Work item =>
Where a line in the records below includes "建兴北路", pull that line out.
- Opening Delimiter -
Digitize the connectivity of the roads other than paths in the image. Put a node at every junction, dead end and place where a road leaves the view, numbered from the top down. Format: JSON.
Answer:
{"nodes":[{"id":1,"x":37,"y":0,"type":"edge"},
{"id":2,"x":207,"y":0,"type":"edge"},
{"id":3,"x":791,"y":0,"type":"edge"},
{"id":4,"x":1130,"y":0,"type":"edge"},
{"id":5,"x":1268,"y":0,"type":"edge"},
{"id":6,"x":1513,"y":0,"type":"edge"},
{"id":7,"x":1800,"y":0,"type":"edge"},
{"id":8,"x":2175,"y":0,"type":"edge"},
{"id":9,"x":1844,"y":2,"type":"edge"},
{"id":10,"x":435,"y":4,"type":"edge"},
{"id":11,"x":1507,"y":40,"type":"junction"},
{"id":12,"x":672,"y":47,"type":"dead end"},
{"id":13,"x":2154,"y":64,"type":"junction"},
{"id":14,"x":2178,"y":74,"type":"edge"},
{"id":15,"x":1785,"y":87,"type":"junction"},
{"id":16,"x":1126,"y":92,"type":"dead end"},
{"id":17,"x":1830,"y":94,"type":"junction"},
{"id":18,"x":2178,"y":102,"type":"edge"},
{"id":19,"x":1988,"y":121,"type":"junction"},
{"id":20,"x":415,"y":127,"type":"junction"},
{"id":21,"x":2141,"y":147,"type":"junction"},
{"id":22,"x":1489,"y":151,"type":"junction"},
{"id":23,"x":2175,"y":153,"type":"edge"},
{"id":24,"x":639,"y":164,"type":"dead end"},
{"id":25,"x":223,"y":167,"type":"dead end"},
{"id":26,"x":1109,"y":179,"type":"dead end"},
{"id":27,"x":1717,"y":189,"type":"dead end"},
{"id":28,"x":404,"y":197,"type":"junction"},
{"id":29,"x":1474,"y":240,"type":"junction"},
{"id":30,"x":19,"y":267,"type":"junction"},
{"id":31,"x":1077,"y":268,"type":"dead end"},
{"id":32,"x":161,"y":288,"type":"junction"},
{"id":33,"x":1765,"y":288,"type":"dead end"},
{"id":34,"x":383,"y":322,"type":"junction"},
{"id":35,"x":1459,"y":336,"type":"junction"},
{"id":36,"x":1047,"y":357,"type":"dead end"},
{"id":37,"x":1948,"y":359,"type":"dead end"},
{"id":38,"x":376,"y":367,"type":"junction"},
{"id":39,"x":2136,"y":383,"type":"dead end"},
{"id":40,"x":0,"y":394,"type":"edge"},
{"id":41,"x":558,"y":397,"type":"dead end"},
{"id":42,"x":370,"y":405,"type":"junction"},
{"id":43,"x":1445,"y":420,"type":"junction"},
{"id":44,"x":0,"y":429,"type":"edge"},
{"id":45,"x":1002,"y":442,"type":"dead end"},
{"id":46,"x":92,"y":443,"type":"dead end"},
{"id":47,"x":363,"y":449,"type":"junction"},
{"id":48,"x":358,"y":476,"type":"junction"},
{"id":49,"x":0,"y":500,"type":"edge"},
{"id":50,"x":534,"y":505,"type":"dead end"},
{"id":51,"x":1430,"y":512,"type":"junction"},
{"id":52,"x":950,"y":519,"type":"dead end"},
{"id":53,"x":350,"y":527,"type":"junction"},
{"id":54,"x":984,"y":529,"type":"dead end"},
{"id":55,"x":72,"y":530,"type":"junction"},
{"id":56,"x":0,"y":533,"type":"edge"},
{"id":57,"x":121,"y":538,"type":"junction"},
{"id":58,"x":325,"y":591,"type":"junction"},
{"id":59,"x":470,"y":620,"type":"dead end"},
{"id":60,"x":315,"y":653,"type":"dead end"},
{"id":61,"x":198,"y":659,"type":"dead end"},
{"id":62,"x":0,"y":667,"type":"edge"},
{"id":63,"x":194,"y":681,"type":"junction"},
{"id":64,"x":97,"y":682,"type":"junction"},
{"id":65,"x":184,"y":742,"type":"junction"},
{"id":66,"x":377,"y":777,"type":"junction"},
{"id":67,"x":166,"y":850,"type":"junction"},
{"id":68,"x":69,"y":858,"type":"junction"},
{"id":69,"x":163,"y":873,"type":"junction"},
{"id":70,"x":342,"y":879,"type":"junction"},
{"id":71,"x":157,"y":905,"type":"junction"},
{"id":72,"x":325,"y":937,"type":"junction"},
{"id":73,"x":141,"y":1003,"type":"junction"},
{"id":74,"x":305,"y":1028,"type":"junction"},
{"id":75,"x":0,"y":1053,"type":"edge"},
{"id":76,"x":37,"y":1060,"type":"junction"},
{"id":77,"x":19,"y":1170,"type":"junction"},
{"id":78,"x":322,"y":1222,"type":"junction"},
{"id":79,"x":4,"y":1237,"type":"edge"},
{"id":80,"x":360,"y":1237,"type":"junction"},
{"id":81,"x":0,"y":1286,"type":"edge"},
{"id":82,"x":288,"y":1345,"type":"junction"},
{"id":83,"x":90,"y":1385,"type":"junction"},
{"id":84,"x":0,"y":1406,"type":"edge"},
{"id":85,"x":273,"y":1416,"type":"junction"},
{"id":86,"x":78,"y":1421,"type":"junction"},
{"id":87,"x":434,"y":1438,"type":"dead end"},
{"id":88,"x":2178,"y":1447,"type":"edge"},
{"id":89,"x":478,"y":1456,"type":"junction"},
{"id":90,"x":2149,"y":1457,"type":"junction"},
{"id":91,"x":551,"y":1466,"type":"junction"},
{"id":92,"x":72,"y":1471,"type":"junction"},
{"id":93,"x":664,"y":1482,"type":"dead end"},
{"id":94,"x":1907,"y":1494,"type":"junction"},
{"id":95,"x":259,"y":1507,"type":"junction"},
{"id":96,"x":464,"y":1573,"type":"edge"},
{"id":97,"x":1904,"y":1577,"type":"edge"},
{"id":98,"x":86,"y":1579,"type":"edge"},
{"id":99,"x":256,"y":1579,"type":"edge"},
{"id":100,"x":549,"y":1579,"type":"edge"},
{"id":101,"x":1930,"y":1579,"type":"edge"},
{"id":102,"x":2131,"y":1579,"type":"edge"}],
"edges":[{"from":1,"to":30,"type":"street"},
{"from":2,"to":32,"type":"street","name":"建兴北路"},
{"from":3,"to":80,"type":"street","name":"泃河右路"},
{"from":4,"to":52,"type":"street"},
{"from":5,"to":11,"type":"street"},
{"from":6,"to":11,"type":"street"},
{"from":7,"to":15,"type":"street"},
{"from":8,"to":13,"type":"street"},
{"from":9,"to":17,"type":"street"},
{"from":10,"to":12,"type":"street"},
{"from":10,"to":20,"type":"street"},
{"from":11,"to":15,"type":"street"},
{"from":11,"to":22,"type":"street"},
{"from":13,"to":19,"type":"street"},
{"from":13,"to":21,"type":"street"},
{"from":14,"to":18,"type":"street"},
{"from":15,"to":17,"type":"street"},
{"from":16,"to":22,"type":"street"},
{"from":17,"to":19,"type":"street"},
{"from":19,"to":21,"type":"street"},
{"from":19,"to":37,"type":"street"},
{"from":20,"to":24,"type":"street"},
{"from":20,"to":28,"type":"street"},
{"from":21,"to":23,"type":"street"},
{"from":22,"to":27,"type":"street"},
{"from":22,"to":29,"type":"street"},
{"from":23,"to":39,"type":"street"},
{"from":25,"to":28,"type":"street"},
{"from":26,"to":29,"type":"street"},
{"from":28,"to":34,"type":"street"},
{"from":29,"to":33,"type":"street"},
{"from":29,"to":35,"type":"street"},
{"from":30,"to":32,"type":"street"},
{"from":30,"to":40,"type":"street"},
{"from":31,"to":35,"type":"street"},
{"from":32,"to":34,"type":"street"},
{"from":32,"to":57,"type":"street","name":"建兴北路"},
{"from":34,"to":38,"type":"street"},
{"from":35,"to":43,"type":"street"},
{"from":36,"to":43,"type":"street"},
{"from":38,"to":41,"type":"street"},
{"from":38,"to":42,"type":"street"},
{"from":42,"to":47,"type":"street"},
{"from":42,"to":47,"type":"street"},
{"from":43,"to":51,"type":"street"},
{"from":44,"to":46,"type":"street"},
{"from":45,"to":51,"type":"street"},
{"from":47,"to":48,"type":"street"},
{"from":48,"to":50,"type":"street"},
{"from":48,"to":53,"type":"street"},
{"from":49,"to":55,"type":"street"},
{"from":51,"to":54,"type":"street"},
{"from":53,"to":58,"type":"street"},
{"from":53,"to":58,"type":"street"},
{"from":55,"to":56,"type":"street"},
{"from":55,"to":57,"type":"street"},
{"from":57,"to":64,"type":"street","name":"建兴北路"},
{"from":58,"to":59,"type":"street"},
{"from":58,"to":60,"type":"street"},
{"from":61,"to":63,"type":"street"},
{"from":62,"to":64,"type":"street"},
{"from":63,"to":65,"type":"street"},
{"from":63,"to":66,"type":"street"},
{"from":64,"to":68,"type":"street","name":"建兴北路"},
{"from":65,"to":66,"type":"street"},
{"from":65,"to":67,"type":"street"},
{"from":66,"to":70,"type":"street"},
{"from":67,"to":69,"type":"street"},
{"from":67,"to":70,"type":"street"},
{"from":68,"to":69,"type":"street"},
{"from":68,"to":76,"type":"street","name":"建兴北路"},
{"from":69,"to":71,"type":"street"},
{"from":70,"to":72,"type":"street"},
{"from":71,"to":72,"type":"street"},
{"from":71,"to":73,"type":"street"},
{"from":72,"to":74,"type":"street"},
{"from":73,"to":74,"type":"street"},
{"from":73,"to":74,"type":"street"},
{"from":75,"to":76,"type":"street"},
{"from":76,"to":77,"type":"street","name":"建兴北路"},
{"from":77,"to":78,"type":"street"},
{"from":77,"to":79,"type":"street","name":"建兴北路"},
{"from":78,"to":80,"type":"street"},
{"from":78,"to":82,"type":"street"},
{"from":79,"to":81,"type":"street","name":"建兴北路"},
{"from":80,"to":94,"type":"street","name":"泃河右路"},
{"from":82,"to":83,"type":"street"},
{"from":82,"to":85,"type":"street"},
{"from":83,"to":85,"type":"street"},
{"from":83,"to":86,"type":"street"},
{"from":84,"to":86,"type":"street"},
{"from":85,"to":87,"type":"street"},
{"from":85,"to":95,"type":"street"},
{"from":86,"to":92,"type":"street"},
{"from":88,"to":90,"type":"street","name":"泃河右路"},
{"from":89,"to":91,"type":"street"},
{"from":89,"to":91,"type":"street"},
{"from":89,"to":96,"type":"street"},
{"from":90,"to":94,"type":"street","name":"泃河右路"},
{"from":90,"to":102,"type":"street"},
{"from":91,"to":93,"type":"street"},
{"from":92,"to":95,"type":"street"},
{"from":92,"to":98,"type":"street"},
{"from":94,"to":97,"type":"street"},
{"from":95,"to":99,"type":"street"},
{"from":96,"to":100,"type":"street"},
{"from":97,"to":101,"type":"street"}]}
- Closing Delimiter -
Answer to the exercise =>
{"from":2,"to":32,"type":"street","name":"建兴北路"},
{"from":32,"to":57,"type":"street","name":"建兴北路"},
{"from":57,"to":64,"type":"street","name":"建兴北路"},
{"from":64,"to":68,"type":"street","name":"建兴北路"},
{"from":68,"to":76,"type":"street","name":"建兴北路"},
{"from":76,"to":77,"type":"street","name":"建兴北路"},
{"from":77,"to":79,"type":"street","name":"建兴北路"},
{"from":79,"to":81,"type":"street","name":"建兴北路"},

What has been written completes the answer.